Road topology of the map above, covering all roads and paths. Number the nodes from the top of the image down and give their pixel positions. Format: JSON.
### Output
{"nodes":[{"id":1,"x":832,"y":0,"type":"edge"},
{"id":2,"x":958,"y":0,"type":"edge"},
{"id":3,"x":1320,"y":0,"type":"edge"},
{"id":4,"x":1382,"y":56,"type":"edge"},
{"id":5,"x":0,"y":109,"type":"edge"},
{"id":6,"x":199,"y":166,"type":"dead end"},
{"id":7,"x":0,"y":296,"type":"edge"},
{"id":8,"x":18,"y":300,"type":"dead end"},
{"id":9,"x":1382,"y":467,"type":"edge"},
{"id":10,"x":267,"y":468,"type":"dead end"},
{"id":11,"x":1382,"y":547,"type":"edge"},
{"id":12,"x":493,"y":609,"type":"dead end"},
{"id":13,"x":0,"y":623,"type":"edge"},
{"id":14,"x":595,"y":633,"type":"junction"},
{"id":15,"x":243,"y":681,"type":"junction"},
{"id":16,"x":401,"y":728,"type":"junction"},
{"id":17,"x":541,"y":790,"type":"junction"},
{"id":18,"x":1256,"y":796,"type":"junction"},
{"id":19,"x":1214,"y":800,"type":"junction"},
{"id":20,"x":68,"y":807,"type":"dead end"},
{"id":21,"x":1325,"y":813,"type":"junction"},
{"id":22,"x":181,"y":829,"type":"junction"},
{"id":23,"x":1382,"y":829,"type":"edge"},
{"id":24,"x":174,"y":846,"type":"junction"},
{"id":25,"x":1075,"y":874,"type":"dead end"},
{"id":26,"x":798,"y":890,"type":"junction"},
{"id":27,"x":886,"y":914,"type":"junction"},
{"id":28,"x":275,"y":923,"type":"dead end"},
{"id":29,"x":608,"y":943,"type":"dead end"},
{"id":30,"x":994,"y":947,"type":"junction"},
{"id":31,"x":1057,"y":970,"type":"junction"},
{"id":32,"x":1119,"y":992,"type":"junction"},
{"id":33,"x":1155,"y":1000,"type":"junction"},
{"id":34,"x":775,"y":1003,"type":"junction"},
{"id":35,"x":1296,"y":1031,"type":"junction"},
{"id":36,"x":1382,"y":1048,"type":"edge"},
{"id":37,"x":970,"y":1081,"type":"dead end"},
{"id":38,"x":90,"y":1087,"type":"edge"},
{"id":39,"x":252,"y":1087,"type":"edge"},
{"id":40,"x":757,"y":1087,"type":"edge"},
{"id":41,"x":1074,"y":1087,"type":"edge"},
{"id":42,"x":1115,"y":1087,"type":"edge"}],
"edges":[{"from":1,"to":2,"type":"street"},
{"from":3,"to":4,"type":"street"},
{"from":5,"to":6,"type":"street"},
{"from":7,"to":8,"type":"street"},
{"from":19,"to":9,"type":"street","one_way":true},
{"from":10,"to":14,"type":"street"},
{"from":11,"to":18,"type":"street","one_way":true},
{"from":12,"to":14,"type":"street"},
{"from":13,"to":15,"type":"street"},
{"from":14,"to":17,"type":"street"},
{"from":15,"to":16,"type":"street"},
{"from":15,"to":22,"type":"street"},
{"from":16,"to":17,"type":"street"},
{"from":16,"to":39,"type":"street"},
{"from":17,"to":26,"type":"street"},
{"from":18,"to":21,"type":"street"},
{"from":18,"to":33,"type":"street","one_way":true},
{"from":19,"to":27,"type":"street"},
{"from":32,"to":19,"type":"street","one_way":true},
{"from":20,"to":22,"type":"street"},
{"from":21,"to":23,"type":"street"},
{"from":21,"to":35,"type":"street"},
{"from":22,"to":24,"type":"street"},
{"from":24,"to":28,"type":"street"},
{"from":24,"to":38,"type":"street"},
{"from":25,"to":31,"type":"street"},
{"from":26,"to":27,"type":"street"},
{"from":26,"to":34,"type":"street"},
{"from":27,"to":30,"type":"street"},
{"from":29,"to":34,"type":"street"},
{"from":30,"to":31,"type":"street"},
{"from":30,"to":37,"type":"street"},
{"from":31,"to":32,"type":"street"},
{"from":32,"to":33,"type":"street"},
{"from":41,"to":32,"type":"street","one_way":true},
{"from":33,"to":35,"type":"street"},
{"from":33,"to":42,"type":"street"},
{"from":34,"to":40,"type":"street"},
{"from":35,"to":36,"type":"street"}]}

Exercise aim
The data above must be returned in full, exactly as written.

Reply to the exercise
Road topology of the map above, covering all roads and paths. Number the nodes from the top of the image down and give their pixel positions. Format: JSON.
### Output
{"nodes":[{"id":1,"x":832,"y":0,"type":"edge"},
{"id":2,"x":958,"y":0,"type":"edge"},
{"id":3,"x":1320,"y":0,"type":"edge"},
{"id":4,"x":1382,"y":56,"type":"edge"},
{"id":5,"x":0,"y":109,"type":"edge"},
{"id":6,"x":199,"y":166,"type":"dead end"},
{"id":7,"x":0,"y":296,"type":"edge"},
{"id":8,"x":18,"y":300,"type":"dead end"},
{"id":9,"x":1382,"y":467,"type":"edge"},
{"id":10,"x":267,"y":468,"type":"dead end"},
{"id":11,"x":1382,"y":547,"type":"edge"},
{"id":12,"x":493,"y":609,"type":"dead end"},
{"id":13,"x":0,"y":623,"type":"edge"},
{"id":14,"x":595,"y":633,"type":"junction"},
{"id":15,"x":243,"y":681,"type":"junction"},
{"id":16,"x":401,"y":728,"type":"junction"},
{"id":17,"x":541,"y":790,"type":"junction"},
{"id":18,"x":1256,"y":796,"type":"junction"},
{"id":19,"x":1214,"y":800,"type":"junction"},
{"id":20,"x":68,"y":807,"type":"dead end"},
{"id":21,"x":1325,"y":813,"type":"junction"},
{"id":22,"x":181,"y":829,"type":"junction"},
{"id":23,"x":1382,"y":829,"type":"edge"},
{"id":24,"x":174,"y":846,"type":"junction"},
{"id":25,"x":1075,"y":874,"type":"dead end"},
{"id":26,"x":798,"y":890,"type":"junction"},
{"id":27,"x":886,"y":914,"type":"junction"},
{"id":28,"x":275,"y":923,"type":"dead end"},
{"id":29,"x":608,"y":943,"type":"dead end"},
{"id":30,"x":994,"y":947,"type":"junction"},
{"id":31,"x":1057,"y":970,"type":"junction"},
{"id":32,"x":1119,"y":992,"type":"junction"},
{"id":33,"x":1155,"y":1000,"type":"junction"},
{"id":34,"x":775,"y":1003,"type":"junction"},
{"id":35,"x":1296,"y":1031,"type":"junction"},
{"id":36,"x":1382,"y":1048,"type":"edge"},
{"id":37,"x":970,"y":1081,"type":"dead end"},
{"id":38,"x":90,"y":1087,"type":"edge"},
{"id":39,"x":252,"y":1087,"type":"edge"},
{"id":40,"x":757,"y":1087,"type":"edge"},
{"id":41,"x":1074,"y":1087,"type":"edge"},
{"id":42,"x":1115,"y":1087,"type":"edge"}],
"edges":[{"from":1,"to":2,"type":"street"},
{"from":3,"to":4,"type":"street"},
{"from":5,"to":6,"type":"street"},
{"from":7,"to":8,"type":"street"},
{"from":19,"to":9,"type":"street","one_way":true},
{"from":10,"to":14,"type":"street"},
{"from":11,"to":18,"type":"street","one_way":true},
{"from":12,"to":14,"type":"street"},
{"from":13,"to":15,"type":"street"},
{"from":14,"to":17,"type":"street"},
{"from":15,"to":16,"type":"street"},
{"from":15,"to":22,"type":"street"},
{"from":16,"to":17,"type":"street"},
{"from":16,"to":39,"type":"street"},
{"from":17,"to":26,"type":"street"},
{"from":18,"to":21,"type":"street"},
{"from":18,"to":33,"type":"street","one_way":true},
{"from":19,"to":27,"type":"street"},
{"from":32,"to":19,"type":"street","one_way":true},
{"from":20,"to":22,"type":"street"},
{"from":21,"to":23,"type":"street"},
{"from":21,"to":35,"type":"street"},
{"from":22,"to":24,"type":"street"},
{"from":24,"to":28,"type":"street"},
{"from":24,"to":38,"type":"street"},
{"from":25,"to":31,"type":"street"},
{"from":26,"to":27,"type":"street"},
{"from":26,"to":34,"type":"street"},
{"from":27,"to":30,"type":"street"},
{"from":29,"to":34,"type":"street"},
{"from":30,"to":31,"type":"street"},
{"from":30,"to":37,"type":"street"},
{"from":31,"to":32,"type":"street"},
{"from":32,"to":33,"type":"street"},
{"from":41,"to":32,"type":"street","one_way":true},
{"from":33,"to":35,"type":"street"},
{"from":33,"to":42,"type":"street"},
{"from":34,"to":40,"type":"street"},
{"from":35,"to":36,"type":"street"}]}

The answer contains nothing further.